A term denotes an operation on the stack, local variables, or program counter.

<term>
  = <literal-term>
  | <word-term>
  | <section-term>
  | <group-term>
  | <vector-term>
  | <lambda-term>
  | <match-term>
  | <if-term>
  | <do-term>
  | <block-term>
  | <with-term>
  | "call" | "jump" | "return" | "loop"

A literal term denotes a literal value that is pushed to the stack.

<literal-term>
  = <character-term>
  | <float-term>
  | <integer-term>
  | <text-term>

A word term denotes an invocation of a word.

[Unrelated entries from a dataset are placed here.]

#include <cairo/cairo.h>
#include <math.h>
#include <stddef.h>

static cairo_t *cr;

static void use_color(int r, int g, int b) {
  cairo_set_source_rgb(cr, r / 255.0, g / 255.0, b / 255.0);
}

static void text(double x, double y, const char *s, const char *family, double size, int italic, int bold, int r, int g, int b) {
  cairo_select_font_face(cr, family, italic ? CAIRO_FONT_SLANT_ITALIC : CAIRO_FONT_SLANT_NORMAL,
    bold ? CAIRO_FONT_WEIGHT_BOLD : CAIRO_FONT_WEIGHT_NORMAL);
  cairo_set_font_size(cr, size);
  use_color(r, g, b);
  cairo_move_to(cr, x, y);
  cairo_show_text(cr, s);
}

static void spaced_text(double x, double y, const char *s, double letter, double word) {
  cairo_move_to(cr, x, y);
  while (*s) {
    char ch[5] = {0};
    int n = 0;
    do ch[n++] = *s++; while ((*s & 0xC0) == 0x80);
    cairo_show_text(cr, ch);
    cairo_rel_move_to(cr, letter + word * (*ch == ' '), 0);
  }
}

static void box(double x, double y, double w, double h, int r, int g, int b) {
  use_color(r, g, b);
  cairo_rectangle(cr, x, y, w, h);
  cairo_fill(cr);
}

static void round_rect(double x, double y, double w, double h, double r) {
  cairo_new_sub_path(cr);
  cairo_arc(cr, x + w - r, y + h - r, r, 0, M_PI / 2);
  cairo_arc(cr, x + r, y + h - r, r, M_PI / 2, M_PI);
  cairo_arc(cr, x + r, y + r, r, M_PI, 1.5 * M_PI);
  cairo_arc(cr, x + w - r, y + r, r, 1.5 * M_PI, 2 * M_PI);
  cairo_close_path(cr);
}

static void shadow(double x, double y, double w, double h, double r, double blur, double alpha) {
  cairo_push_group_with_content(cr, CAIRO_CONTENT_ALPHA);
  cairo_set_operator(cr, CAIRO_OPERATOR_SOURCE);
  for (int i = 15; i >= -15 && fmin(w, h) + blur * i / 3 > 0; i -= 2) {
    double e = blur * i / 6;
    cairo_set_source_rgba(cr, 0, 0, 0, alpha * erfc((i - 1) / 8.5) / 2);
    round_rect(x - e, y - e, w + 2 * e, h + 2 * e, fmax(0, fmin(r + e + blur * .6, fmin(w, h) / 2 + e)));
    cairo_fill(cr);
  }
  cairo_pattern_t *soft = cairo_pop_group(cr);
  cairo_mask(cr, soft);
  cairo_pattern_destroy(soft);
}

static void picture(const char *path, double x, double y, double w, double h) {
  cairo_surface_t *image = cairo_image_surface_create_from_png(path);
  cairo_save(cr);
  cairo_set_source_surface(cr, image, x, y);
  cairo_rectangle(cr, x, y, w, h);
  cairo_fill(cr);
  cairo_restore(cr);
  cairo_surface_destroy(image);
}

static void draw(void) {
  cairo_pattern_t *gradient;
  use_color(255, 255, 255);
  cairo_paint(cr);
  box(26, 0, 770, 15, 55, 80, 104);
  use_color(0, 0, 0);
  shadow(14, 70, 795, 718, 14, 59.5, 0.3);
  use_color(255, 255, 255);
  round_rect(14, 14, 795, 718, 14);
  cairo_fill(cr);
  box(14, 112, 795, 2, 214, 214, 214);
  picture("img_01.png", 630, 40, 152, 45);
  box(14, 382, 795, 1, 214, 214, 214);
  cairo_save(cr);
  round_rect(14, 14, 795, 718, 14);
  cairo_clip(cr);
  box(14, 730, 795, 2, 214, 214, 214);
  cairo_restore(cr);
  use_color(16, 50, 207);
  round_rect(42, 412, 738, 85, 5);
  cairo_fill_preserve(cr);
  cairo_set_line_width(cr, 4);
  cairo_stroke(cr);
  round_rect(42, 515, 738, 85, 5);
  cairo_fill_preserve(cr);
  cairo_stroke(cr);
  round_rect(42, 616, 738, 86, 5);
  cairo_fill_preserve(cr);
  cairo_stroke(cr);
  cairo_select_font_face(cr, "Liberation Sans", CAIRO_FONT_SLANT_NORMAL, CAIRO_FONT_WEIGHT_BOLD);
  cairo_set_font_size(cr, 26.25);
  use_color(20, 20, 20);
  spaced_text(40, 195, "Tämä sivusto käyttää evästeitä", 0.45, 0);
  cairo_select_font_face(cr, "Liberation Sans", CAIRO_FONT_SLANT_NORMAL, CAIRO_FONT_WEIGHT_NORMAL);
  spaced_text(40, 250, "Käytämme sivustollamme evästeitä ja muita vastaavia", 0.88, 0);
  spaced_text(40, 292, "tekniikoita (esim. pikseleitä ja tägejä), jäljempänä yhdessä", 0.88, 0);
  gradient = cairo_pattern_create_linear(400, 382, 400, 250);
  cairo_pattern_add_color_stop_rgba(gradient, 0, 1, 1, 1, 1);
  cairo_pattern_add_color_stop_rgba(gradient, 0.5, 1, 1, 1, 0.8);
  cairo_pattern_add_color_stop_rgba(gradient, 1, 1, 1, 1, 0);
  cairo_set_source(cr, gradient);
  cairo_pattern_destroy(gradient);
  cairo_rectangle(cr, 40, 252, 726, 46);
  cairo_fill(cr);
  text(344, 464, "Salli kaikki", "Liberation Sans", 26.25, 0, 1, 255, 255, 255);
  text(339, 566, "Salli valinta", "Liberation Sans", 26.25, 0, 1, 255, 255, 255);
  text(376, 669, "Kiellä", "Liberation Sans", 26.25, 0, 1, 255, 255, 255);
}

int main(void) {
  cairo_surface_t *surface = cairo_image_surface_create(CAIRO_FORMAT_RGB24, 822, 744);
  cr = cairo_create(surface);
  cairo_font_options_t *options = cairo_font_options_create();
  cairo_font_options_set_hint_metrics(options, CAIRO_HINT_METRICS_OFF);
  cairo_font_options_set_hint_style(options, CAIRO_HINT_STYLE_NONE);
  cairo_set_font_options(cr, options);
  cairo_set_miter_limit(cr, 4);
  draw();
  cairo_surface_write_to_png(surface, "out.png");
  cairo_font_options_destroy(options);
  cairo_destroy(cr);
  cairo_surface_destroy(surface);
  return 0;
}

<word-term> = <qualified-name>

A section term denotes the partial or postfix application of an infix operator.

<section-term>
  = "(" <operator-name> <term>+ ")"
  | "(" (<term> - <operator-name>)+ <operator-name> ")"
  | "(" <operator-name> ")"

A right section (where the right operand is bound) desugars to a postfix call:

(/ 5)

5 (/)

A left section (where the left operand is bound) desugars to a swap followed by a postfix call:

(5 /)

5 swap (/)

And of course, fully applied infix operators also desugar to postfix calls, as postfix is the fundamental form:

(a + b)

a b (+)

A group term is a term wrapped in parentheses.

<group-term> = "(" <term>+ ")"

This can be used to override operator precedence, or simply to add redundancy, making the arities of words more explicit.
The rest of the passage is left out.